Ce n’est encore qu’une intention du ministre du Redressement productif, Arnaud Montebourg, visant à rapatrier les centres d’appels en France (« Les Echos » du 13 juin). Intention confirmée à demi-mot par le directeur financier de France Télécom, Gervais Pellissier, qui, la semaine dernière, s’est dit « prêt » à un tel rapatriement, sous condition.
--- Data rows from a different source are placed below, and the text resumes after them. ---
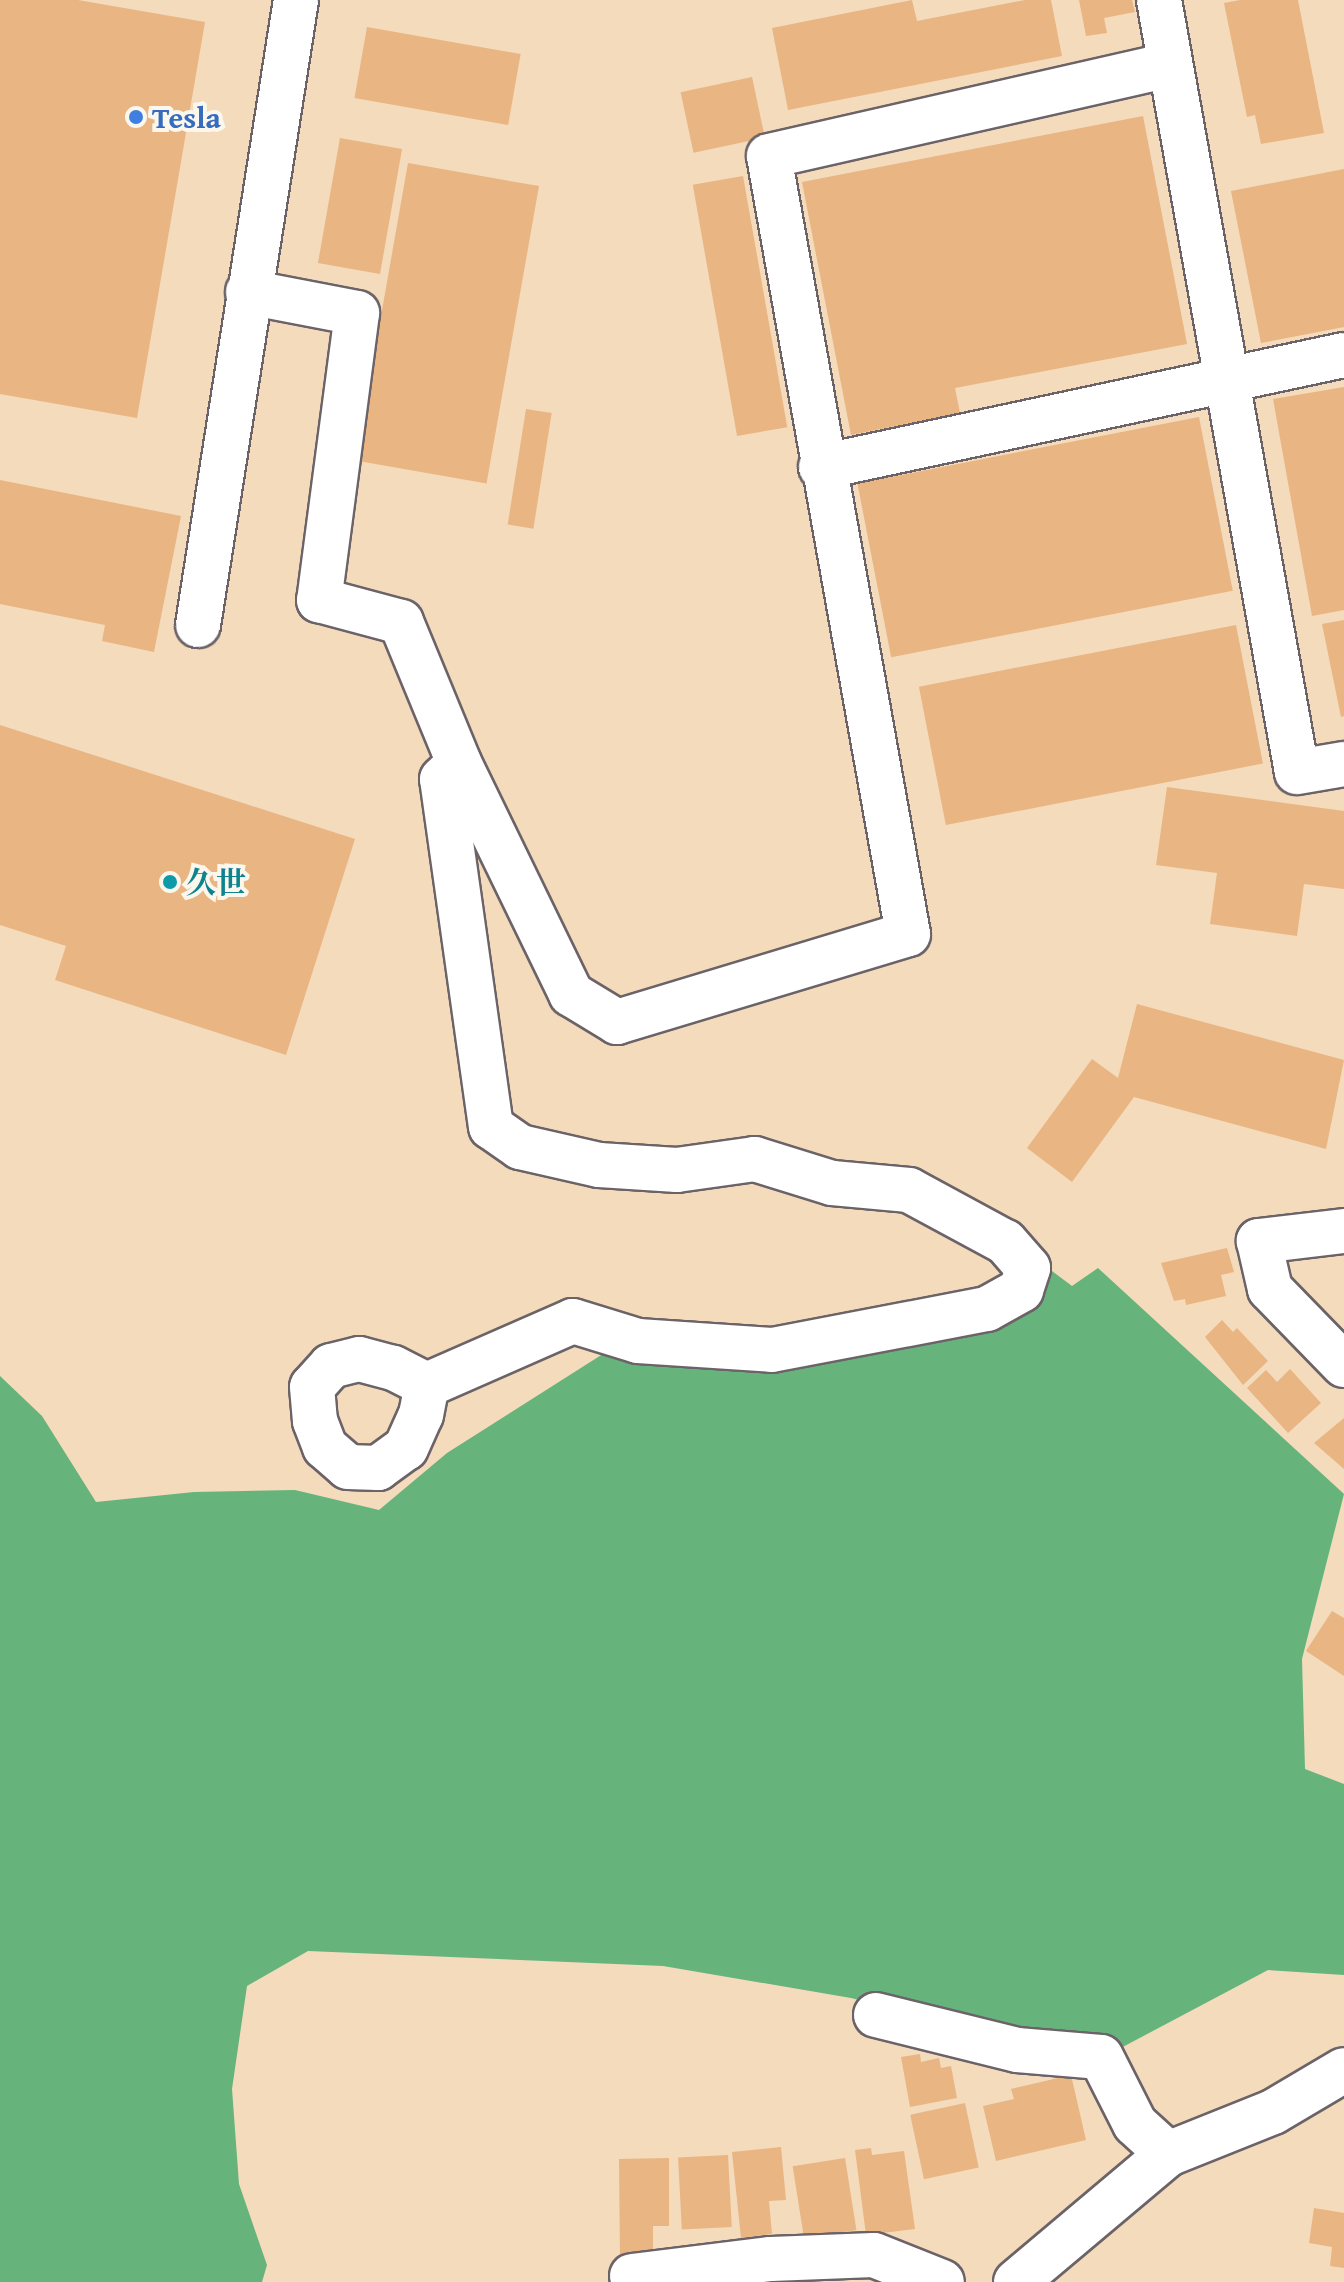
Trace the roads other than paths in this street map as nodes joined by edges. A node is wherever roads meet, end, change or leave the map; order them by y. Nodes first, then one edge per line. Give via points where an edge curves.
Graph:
1 (296, 0) edge
2 (1159, 0) edge
3 (1170, 65) junction
4 (248, 292) junction
5 (1344, 355) edge
6 (1228, 383) junction
7 (821, 467) junction
8 (198, 625) dead end
9 (459, 763) junction
10 (1344, 764) edge
11 (1344, 1231) edge
12 (1344, 1365) edge
13 (427, 1385) dead end
14 (876, 2015) dead end
15 (1344, 2070) edge
16 (1168, 2154) junction
17 (632, 2276) dead end
18 (942, 2282) edge
19 (1016, 2282) edge

1 - 4 street
2 - 3 street
3 - 6 street
3 - 7 street via 769,156
4 - 8 street
4 - 9 street via 357,313 319,600 401,622
5 - 6 street
6 - 7 street
6 - 10 street via 1297,772
7 - 9 street via 908,934 617,1022 571,994
9 - 13 street via 442,779 491,1127 520,1147 599,1165 677,1170 755,1159 832,1183 909,1190 1005,1242 1028,1268 1021,1290 987,1309 772,1350 638,1341 573,1321
11 - 12 street via 1259,1241 1270,1289
14 - 16 street via 1017,2050 1101,2057 1135,2124
15 - 16 street via 1273,2112
16 - 19 street
17 - 18 street via 771,2259 874,2255

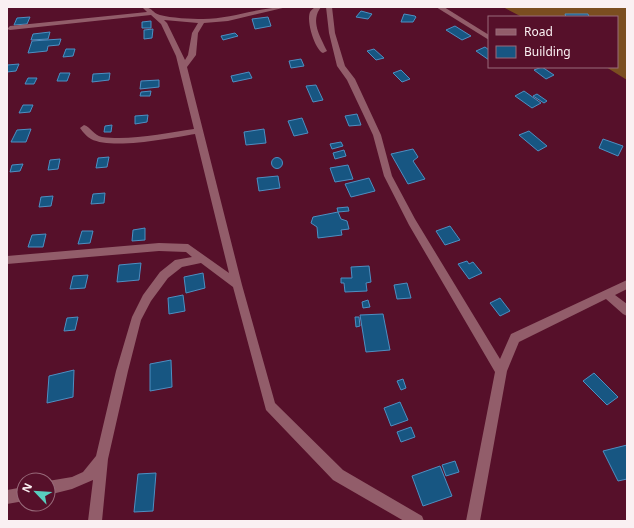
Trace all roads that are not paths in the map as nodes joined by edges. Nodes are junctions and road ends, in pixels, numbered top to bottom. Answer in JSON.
{"nodes":[{"id":1,"x":284,"y":7,"type":"edge"},
{"id":2,"x":318,"y":7,"type":"edge"},
{"id":3,"x":329,"y":7,"type":"edge"},
{"id":4,"x":439,"y":7,"type":"edge"},
{"id":5,"x":152,"y":12,"type":"edge"},
{"id":6,"x":202,"y":21,"type":"junction"},
{"id":7,"x":10,"y":28,"type":"dead end"},
{"id":8,"x":488,"y":37,"type":"edge"},
{"id":9,"x":323,"y":51,"type":"dead end"},
{"id":10,"x":183,"y":67,"type":"junction"},
{"id":11,"x":84,"y":128,"type":"dead end"},
{"id":12,"x":199,"y":131,"type":"junction"},
{"id":13,"x":202,"y":259,"type":"junction"},
{"id":14,"x":7,"y":260,"type":"edge"},
{"id":15,"x":627,"y":284,"type":"edge"},
{"id":16,"x":237,"y":285,"type":"junction"},
{"id":17,"x":607,"y":294,"type":"junction"},
{"id":18,"x":627,"y":311,"type":"edge"},
{"id":19,"x":501,"y":371,"type":"junction"},
{"id":20,"x":102,"y":459,"type":"junction"},
{"id":21,"x":56,"y":486,"type":"edge"},
{"id":22,"x":95,"y":521,"type":"edge"},
{"id":23,"x":417,"y":521,"type":"edge"},
{"id":24,"x":473,"y":521,"type":"edge"}],
"edges":[{"from":1,"to":6,"type":"street"},
{"from":2,"to":9,"type":"street"},
{"from":3,"to":19,"type":"street"},
{"from":4,"to":8,"type":"street"},
{"from":5,"to":6,"type":"street"},
{"from":5,"to":7,"type":"street"},
{"from":5,"to":10,"type":"street"},
{"from":6,"to":10,"type":"street"},
{"from":10,"to":12,"type":"street"},
{"from":11,"to":12,"type":"street"},
{"from":12,"to":16,"type":"street"},
{"from":13,"to":14,"type":"street"},
{"from":13,"to":16,"type":"street"},
{"from":13,"to":20,"type":"street"},
{"from":15,"to":17,"type":"street"},
{"from":16,"to":23,"type":"street"},
{"from":17,"to":18,"type":"street"},
{"from":17,"to":19,"type":"street"},
{"from":19,"to":24,"type":"street"},
{"from":20,"to":21,"type":"street"},
{"from":20,"to":22,"type":"street"}]}
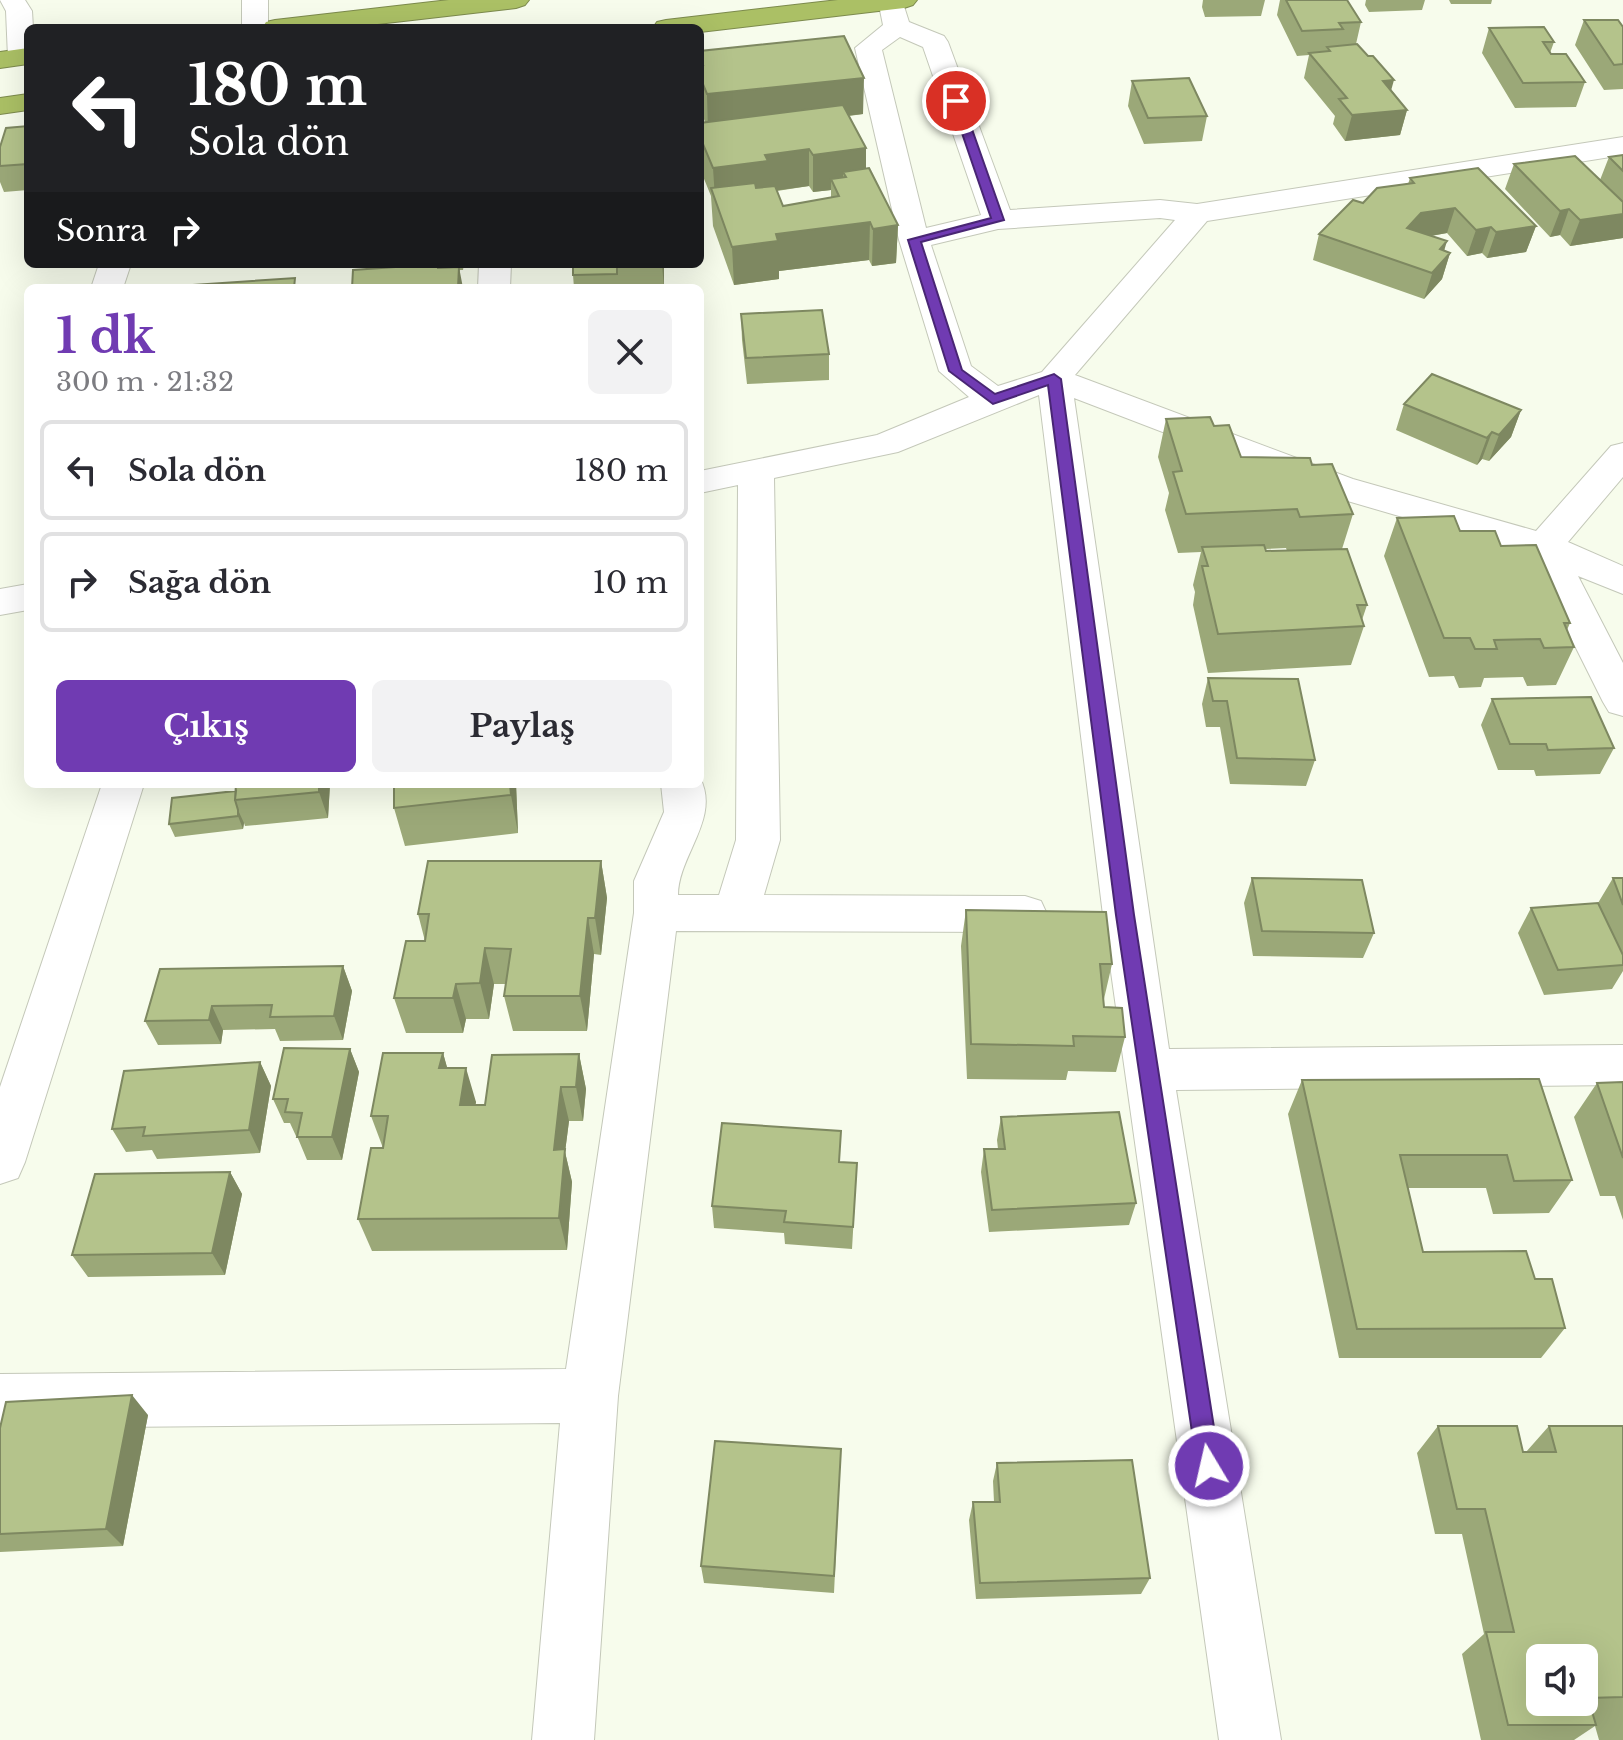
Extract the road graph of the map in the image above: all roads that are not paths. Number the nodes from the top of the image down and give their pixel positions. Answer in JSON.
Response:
{"nodes":[{"id":1,"x":12,"y":0,"type":"edge"},
{"id":2,"x":255,"y":0,"type":"edge"},
{"id":3,"x":516,"y":0,"type":"edge"},
{"id":4,"x":897,"y":9,"type":"edge"},
{"id":5,"x":255,"y":24,"type":"edge"},
{"id":6,"x":309,"y":24,"type":"edge"},
{"id":7,"x":704,"y":25,"type":"edge"},
{"id":8,"x":16,"y":58,"type":"edge"},
{"id":9,"x":24,"y":103,"type":"edge"},
{"id":10,"x":0,"y":106,"type":"edge"},
{"id":11,"x":1623,"y":146,"type":"edge"},
{"id":12,"x":1197,"y":213,"type":"junction"},
{"id":13,"x":998,"y":220,"type":"junction"},
{"id":14,"x":914,"y":240,"type":"junction"},
{"id":15,"x":1054,"y":379,"type":"junction"},
{"id":16,"x":993,"y":399,"type":"junction"},
{"id":17,"x":1623,"y":454,"type":"edge"},
{"id":18,"x":756,"y":471,"type":"junction"},
{"id":19,"x":704,"y":481,"type":"edge"},
{"id":20,"x":1544,"y":546,"type":"junction"},
{"id":21,"x":1623,"y":581,"type":"edge"},
{"id":22,"x":1623,"y":702,"type":"edge"},
{"id":23,"x":122,"y":788,"type":"edge"},
{"id":24,"x":682,"y":788,"type":"edge"},
{"id":25,"x":656,"y":913,"type":"junction"},
{"id":26,"x":736,"y":913,"type":"junction"},
{"id":27,"x":1125,"y":915,"type":"junction"},
{"id":28,"x":1623,"y":1065,"type":"edge"},
{"id":29,"x":1148,"y":1070,"type":"junction"},
{"id":30,"x":0,"y":1162,"type":"edge"},
{"id":31,"x":590,"y":1396,"type":"junction"},
{"id":32,"x":0,"y":1401,"type":"edge"},
{"id":33,"x":563,"y":1740,"type":"edge"},
{"id":34,"x":1250,"y":1740,"type":"edge"}],
"edges":[{"from":1,"to":8,"type":"street"},
{"from":2,"to":5,"type":"street"},
{"from":3,"to":6,"type":"highway"},
{"from":4,"to":7,"type":"highway"},
{"from":4,"to":13,"type":"street"},
{"from":4,"to":14,"type":"street"},
{"from":9,"to":10,"type":"highway"},
{"from":11,"to":12,"type":"street"},
{"from":12,"to":13,"type":"street"},
{"from":12,"to":15,"type":"street"},
{"from":13,"to":14,"type":"street"},
{"from":14,"to":16,"type":"street"},
{"from":15,"to":16,"type":"street"},
{"from":15,"to":20,"type":"street"},
{"from":15,"to":27,"type":"street"},
{"from":16,"to":18,"type":"street"},
{"from":17,"to":20,"type":"street"},
{"from":18,"to":19,"type":"street"},
{"from":18,"to":26,"type":"street"},
{"from":20,"to":21,"type":"street"},
{"from":20,"to":22,"type":"street"},
{"from":23,"to":30,"type":"street"},
{"from":24,"to":25,"type":"street"},
{"from":25,"to":26,"type":"street"},
{"from":25,"to":31,"type":"street"},
{"from":26,"to":27,"type":"street"},
{"from":27,"to":29,"type":"street"},
{"from":28,"to":29,"type":"street"},
{"from":29,"to":34,"type":"street"},
{"from":31,"to":32,"type":"street"},
{"from":31,"to":33,"type":"street"}]}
Au Maghreb, responsables politiques et économiques attendent le gouvernement français de pied ferme s’il poursuit dans cette voie. Au Maroc comme en Tunisie, où les centres d’appels représentent respectivement 40.000 et 15.000 emplois, la nouvelle n’a pas surpris, car elle avait déjà été évoquée durant la campagne précédant l’élection présidentielle. « Ce qui est surprenant, c’est que ce soit le premier secteur interpellé, alors que c’est là que le rapatriement est le moins justifié, déplore Youssef Chraïbi, président de l’Association marocaine de la relation client (AMRC). C’est un mauvais combat à mener, car les principaux bénéficiaires (de l’externalisation) sont les acteurs français. » Interrogé par « Les Echos », le ministre marocain de l’Industrie, du Commerce et des Nouvelles Technologies, Abdelkader Amara, espère que la France « en restera au niveau des souhaits ». « Au-delà des relations franco- marocaines privilégiées, il faut d’abord voir l’offshoring comme servant la compétitivité des entreprises françaises », affirme-t-il. « Les entreprises françaises seraient les premières perdantes et se tireraient une balle dans le pied, d’autant qu’avec l’arrivée du quatrième opérateur mobile (Free) elles ne sont pas au mieux de leur forme », renchérit Youssef Chraïbi. La Tunisie brandit les mêmes arguments. « Sur le papier, le rapatriement apparaît cohérent, souligne Alain Guettaf, membre de la Chambre syndicale nationale des centres d’appels et de la relation client, mais cela n’est pas réalisable quand on sait qu’une heure de téléopérateur coûte deux fois plus cher en France (20 à 25 euros) qu’au Maroc ou en Tunisie (12 à 14 euros). »

Logique de partenariat

Le patronat marocain va au-delà de la question de compétitivité et en appelle à « l’amitié » entre les deux pays. « Les relations franco-marocaines sont ancrées dans des enjeux très stratégiques, estime le directeur délégué de la Confédération générale des entreprises du Maroc (CGEM), Mounir Ferram. Il faut parler d’une cohérence globale des échanges et de la présence des grands groupes du CAC 40 au Maroc. Notre pays est un hub à partir duquel on peut aller sur les marchés du Maghreb, du Moyen-Orient et d’Afrique. Le modèle de Maroc Telecom et de Vivendi, qui prennent ensemble des parts de marché en Afrique, est un exemple à suivre. Nous ne sommes plus dans des logiques de délocalisation-relocalisation mais dans de nouveaux modèles de partenariat. » Un autre homme d’affaires va plus loin : «  Les entreprises françaises sont reçues au Maroc comme chez elles. A ce titre, elles engrangent des revenus importants et de gros contrats comme celui du tramway de Casablanca. La France n’a donc peut-être pas intérêt à taper en premier sur des pays comme le Maroc. On ne peut pas se dire ami et nuire à un secteur aussi stratégique pour le Maroc. » En Tunisie aussi, on s’interroge sur l’emploi : « Rapatrier les centres d’appels en France signifierait 5.000 à 10.000 jeunes en Tunisie sans emploi, glisse Alain Guettaf. Dans le contexte actuel, cela mérite réflexion. » Les uns et les autres prédisent toutefois que la polémique retombera. Comme en 2004 et en 2010, après les mêmes tentatives de rapatriement lancées par les ministres d’alors, Jean-Louis Borloo puis Laurent Wauquiez.